Quand il eut pris la féauté des bourgeois de Nantes et du pays d’entour Nantes, il et la comtesse sa femme, qui bien avoit cœur d’homme et de lion, eurent conseil ensemble qu’ils tiendraient une grand’cour et fête solennelle à Nantes, et manderoient tous les barons et nobles de Bretagne et les conseils des bonnes villes et de toutes les cités, qu’ils voulsissent être et venir à cette cour, pour faire féauté à lui, comme à leur droit seigneur. Quand ce conseil fut accordé, ils envoyèrent grands messages par tous les seigneurs, les cités et les bonnes villes du pays.


CHAPITRE CXLVIII.


Comment ceux de Limoges reçurent le comte de Montfort comme droit seigneur ; et comment les barons de Bretagne ne voulurent venir à son mandement.


Cependant, et la fête attendant, il se partit de Nantes à grand’foison de gens d’armes, et s’en alla vers la bonne cité de Limoges ; car il savoit et étoit informé que le grand trésor que le duc son frère avoit amassé de long temps étoit là enfermé. Quand il vint là, il entra en la cité en grand bobant ; et fut noblement reçu des bourgeois, de tout le clergé et de la communauté de la cité ; et lui firent tous féauté, comme à leur droit seigneur ; et lui fut tout ce grand trésor délivré par le grand accord qu’il acquit aux bourgeois de la cité, par grands dons et promesses qu’il leur fit. Et quand il eut là tant fêté et séjourné qu’il lui plut, il s’en partit atout le grand trésor, et s’en revint droit à Nantes, là où madame sa femme étoit, qui eut grand’joie du grand trésor que son sire avoit trouvé. Si demeurèrent à Nantes tous cois, grand’fête demenans, jusques au jour que la fête devoit être et la grand’cour tenue ; et faisoient grands pourvéances pour cette grand’fête parfournir.

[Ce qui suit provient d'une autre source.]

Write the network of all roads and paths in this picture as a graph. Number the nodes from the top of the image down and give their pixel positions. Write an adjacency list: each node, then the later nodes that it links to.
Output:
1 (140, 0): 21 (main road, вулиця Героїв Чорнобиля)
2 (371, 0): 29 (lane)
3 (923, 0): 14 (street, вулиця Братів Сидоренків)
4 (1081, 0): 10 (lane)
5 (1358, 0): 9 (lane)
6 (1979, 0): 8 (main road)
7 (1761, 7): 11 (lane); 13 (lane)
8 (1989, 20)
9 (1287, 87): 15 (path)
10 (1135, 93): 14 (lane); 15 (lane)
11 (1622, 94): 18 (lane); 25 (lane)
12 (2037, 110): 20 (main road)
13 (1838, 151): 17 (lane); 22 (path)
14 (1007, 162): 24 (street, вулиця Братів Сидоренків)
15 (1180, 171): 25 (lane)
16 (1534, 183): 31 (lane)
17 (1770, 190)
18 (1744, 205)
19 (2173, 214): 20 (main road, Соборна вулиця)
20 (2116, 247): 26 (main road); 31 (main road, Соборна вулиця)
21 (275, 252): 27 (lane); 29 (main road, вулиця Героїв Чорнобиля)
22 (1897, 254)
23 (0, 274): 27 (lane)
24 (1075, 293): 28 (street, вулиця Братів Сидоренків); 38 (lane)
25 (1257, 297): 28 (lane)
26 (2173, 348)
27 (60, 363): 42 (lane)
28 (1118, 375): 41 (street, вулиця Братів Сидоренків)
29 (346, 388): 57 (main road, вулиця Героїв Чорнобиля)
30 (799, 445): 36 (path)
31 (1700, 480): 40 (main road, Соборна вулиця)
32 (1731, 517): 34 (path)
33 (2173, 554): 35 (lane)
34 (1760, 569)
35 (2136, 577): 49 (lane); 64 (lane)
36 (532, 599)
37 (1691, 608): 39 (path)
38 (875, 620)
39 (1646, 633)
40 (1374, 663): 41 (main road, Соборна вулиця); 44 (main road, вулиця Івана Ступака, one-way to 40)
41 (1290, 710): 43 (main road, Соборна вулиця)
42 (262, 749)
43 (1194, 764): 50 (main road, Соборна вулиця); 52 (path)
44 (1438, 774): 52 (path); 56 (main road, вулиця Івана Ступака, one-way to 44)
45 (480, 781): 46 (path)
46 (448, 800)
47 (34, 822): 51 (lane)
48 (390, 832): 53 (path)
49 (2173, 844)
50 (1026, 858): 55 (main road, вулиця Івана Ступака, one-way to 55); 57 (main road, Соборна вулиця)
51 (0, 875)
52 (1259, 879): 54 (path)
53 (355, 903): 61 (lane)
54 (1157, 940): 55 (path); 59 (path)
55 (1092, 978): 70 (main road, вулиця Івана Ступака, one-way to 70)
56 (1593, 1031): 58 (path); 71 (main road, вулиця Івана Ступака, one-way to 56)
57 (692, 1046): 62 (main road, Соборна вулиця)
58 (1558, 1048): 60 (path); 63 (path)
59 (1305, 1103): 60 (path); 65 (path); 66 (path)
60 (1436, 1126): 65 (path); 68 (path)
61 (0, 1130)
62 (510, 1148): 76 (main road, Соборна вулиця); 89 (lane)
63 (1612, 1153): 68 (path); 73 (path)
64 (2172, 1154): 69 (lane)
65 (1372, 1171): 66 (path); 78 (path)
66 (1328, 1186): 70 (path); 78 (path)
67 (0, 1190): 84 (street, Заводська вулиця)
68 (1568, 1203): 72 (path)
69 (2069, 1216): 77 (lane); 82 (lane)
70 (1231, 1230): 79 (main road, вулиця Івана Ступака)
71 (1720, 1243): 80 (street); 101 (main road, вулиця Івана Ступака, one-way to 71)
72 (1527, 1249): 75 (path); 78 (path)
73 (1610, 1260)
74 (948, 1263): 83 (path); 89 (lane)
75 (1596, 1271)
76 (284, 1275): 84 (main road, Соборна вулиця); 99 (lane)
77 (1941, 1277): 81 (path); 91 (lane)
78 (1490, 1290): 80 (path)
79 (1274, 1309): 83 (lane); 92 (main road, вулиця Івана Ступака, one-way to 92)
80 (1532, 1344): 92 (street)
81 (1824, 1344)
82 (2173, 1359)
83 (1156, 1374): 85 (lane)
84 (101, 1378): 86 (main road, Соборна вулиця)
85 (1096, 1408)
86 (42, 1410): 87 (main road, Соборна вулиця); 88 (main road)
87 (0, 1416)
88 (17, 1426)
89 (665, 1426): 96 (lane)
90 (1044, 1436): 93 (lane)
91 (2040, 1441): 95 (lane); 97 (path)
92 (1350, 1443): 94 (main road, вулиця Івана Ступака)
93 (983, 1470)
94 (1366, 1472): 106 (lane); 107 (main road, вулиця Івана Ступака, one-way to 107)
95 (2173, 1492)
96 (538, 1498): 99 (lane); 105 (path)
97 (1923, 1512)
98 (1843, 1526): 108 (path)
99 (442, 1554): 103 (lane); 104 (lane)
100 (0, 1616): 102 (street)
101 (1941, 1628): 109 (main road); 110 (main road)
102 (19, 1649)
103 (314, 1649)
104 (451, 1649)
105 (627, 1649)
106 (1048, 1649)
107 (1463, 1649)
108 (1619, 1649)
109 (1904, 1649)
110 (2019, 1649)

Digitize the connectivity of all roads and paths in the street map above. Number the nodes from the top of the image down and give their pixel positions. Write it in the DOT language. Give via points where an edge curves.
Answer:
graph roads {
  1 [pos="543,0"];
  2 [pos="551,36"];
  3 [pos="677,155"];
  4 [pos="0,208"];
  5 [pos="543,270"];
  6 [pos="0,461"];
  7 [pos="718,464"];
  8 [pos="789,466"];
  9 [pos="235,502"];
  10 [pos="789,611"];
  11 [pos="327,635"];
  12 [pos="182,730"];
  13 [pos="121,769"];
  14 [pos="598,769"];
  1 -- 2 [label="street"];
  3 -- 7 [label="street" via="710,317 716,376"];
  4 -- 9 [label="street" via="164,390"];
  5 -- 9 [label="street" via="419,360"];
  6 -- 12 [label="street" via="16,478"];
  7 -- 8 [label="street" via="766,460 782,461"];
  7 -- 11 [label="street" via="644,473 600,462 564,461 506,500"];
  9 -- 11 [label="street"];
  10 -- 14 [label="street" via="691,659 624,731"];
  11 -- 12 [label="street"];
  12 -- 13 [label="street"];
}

Quand le jour de cette fête fut venu, et nul n’y venoit, pour mandement que fait lui fut, fors un seul chevalier qu’on appeloit messire Hervey de Léon, noble homme et puissant, le comte de Montfort et la comtesse sa femme en furent durement courroucés et ébahis. Si firent leur fête par trois jours des bourgeois de Nantes et des bonnes gens de là entour, au mieux qu’ils purent ; et eurent grand dépit des autres qui n’eurent daigné venir à leur mandement. Et eurent conseil entre eux de retenir soudoyers à cheval et à pied, tous ceux qui venir voudraient, et de départir ce grand trésor que trouvé avoient, pour mieux venir le dit comte à son propos de la

  1. Jean, comte de Montfort, était fils d’Artur II, duc de Bretagne, et d’Ioland de Dreux sa seconde femme.
  2. Guy de Bretagne, comte de Penthièvre, mort en 1335, était fils, ainsi que Jean III, d’Artur II et de Marie, fille de Guy, vicomte de Limoges. Il avait épousé Jeanne d’Avaugour de laquelle il laissa une fille unique nommée Jeanne qui épousa Charles de Blois, fils puiné de Guy, comte de Blois, et de Marguerite, sœur de Philippe de Valois.